Scientific classification
- Kingdom: Plantae
- Clade: Tracheophytes
- Clade: Angiosperms
- Clade: Eudicots
- Order: Caryophyllales
- Family: Cactaceae
- Subfamily: Cactoideae
- Genus: Gymnocalycium
- Species: G. robustum
- Binomial name: Gymnocalycium robustum R. Kiesling, O. Ferrari & Metzing 2002

= Gymnocalycium robustum =

- Genus: Gymnocalycium
- Species: robustum
- Authority: R. Kiesling, O. Ferrari & Metzing 2002
- Conservation status: LC

Species of cactus

Gymnocalycium robustum is a species of Gymnocalycium from northern Córdoba and southern Santiago del Estero, Argentina.
==Description==
Gymnocalycium robustum grows as a solitary cactus with gray, gray-green, or slightly mauve-colored, flattened spherical stems. It reaches 8 to 11 cm in diameter and 3 to 5 cm in height. The plant has 9 to 11 broad, flat, blunt ribs that are distinctly cross-grooved and divided into low, chin-like protrusions. It lacks a central spine. There are 5 to 7 stiff radial spines up to 1.5 cm long, one pointing downward and the others sideways. When dry, the spines are chalk-white; when moist, they are yellowish with brown tips and bases. The broad, funnel-shaped flowers are white with a pink throat, measuring up to 6 cm long (occasionally up to 7 cm) and 6 cm in diameter.
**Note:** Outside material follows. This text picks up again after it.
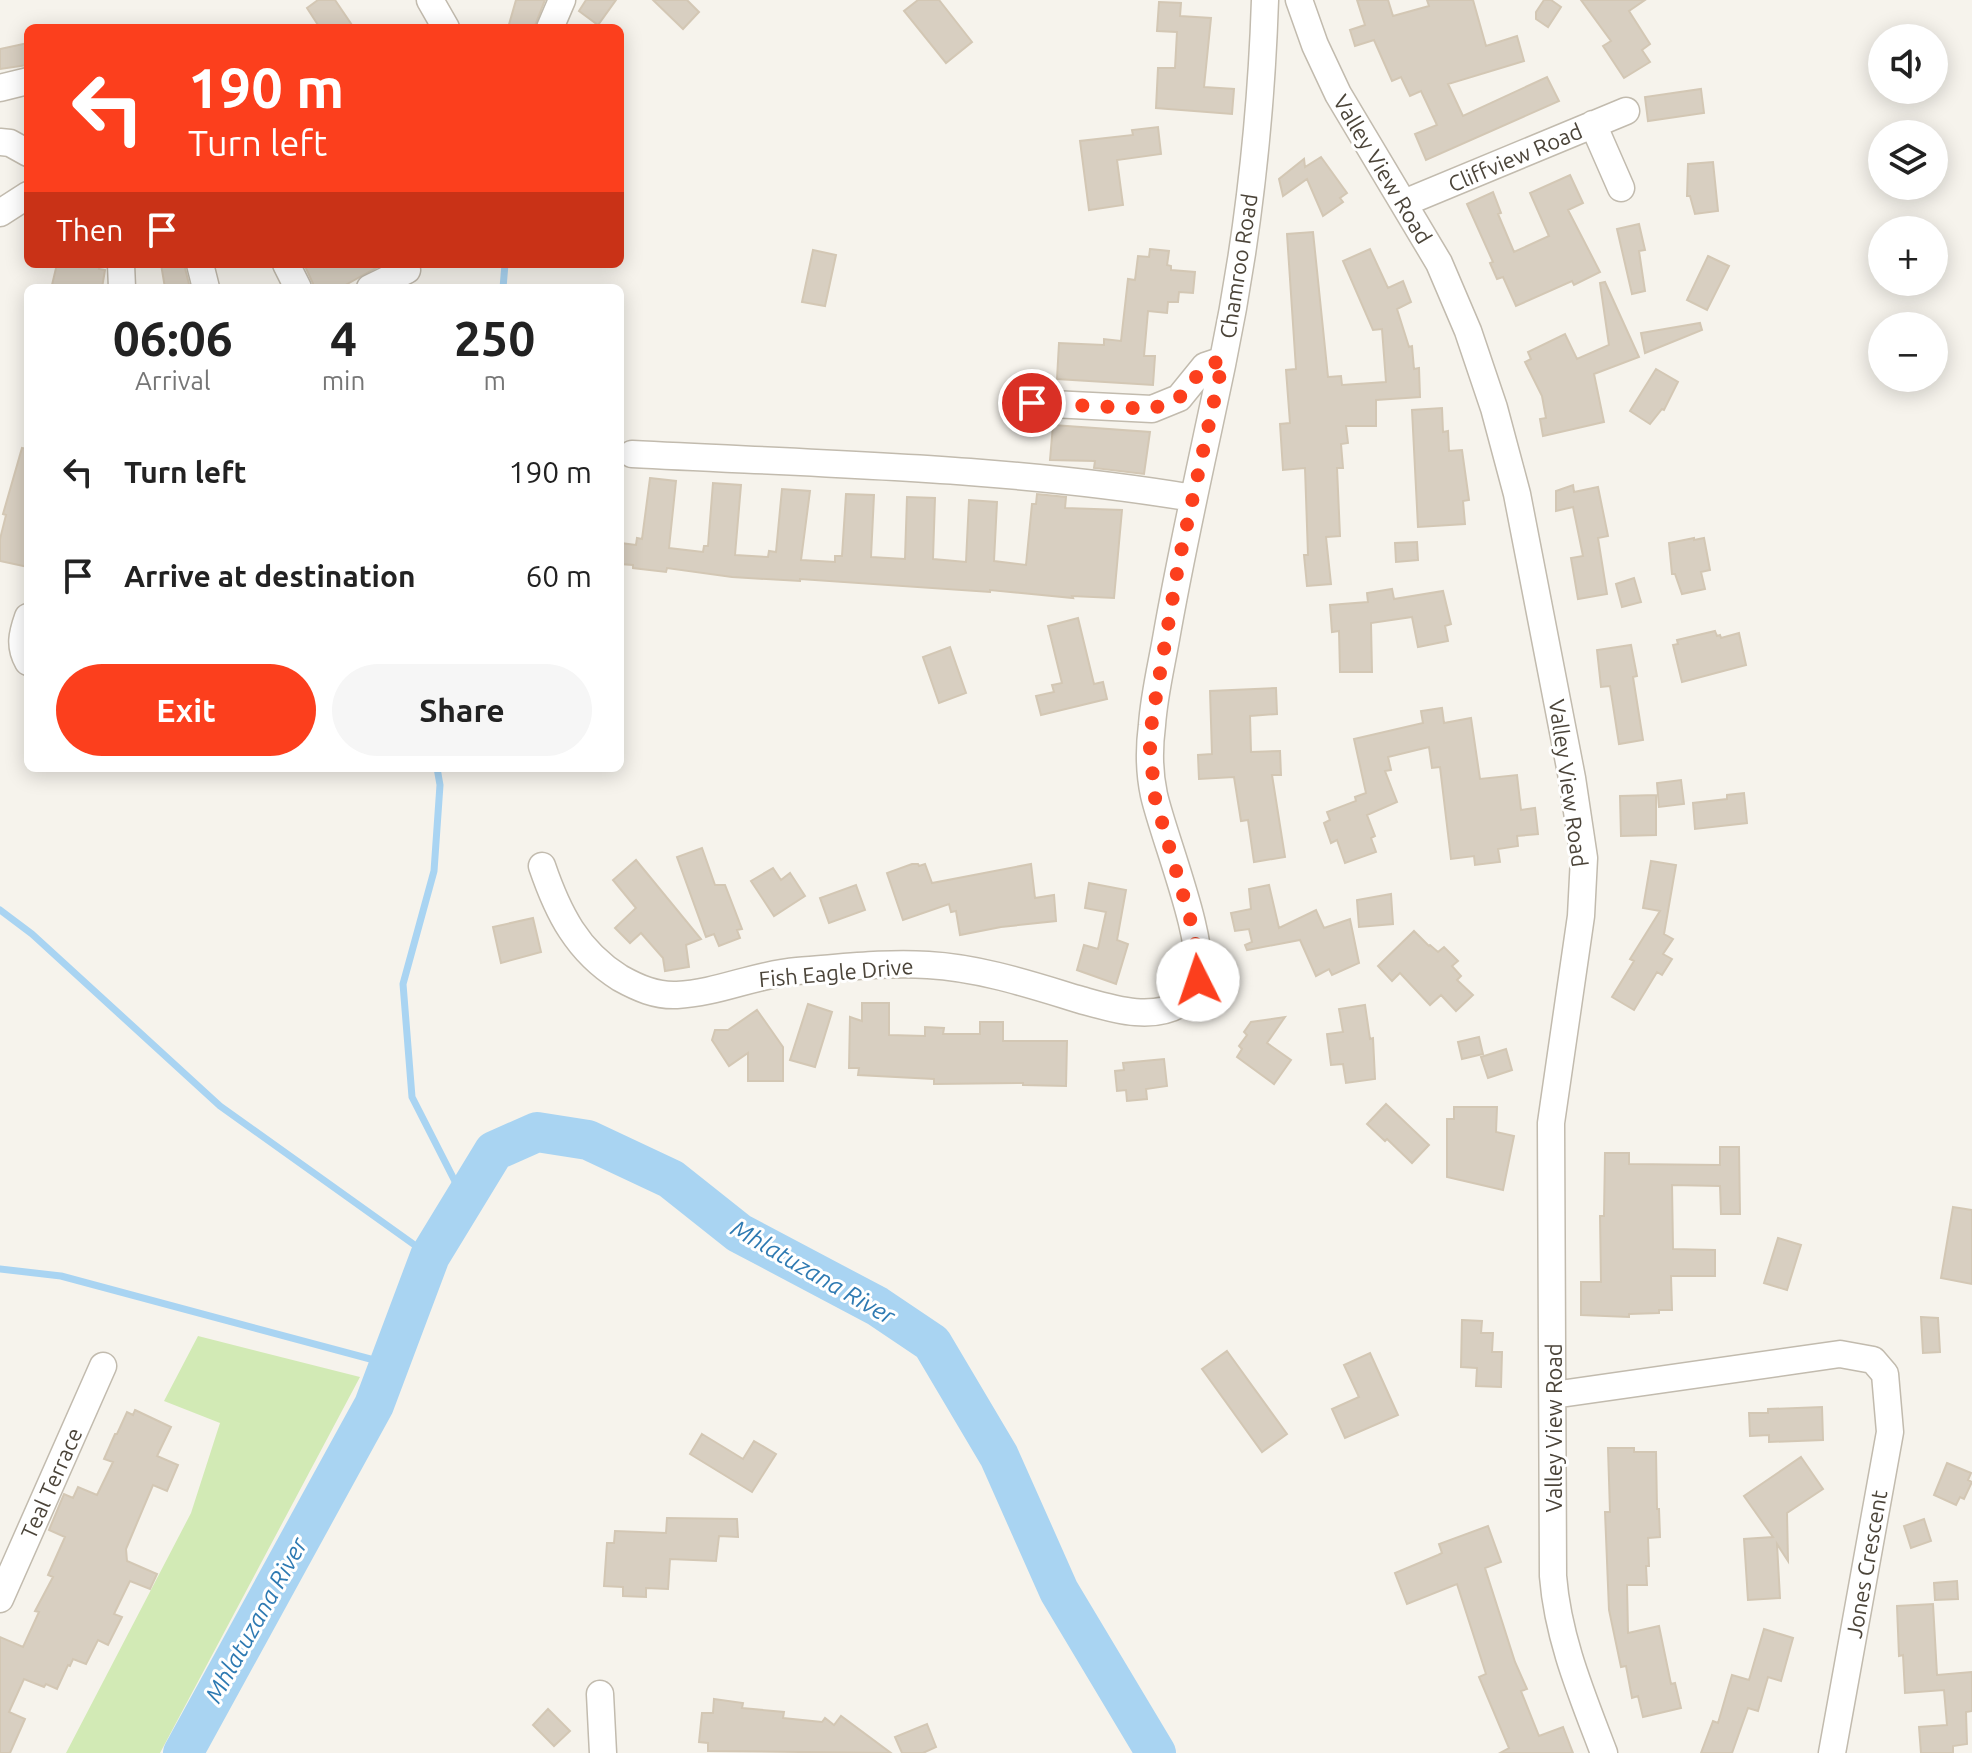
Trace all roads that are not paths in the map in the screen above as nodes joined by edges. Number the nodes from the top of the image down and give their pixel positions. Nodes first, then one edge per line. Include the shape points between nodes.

The fruits are club-shaped or rarely spindle-shaped, gray in color, 4 to 4.5 cm long, and 1.5 to 1.8 cm in diameter.

==Distribution==
Gymnocalycium robustum is native to southern Santiago del Estero and Córdoba Province of Argentina, growing on granite rocks at elevations of 300 to 600 meters.
==Taxonomy==
It was first described in 2002 by Roberto Kiesling, Omar Ferrari, and Detlev Metzing.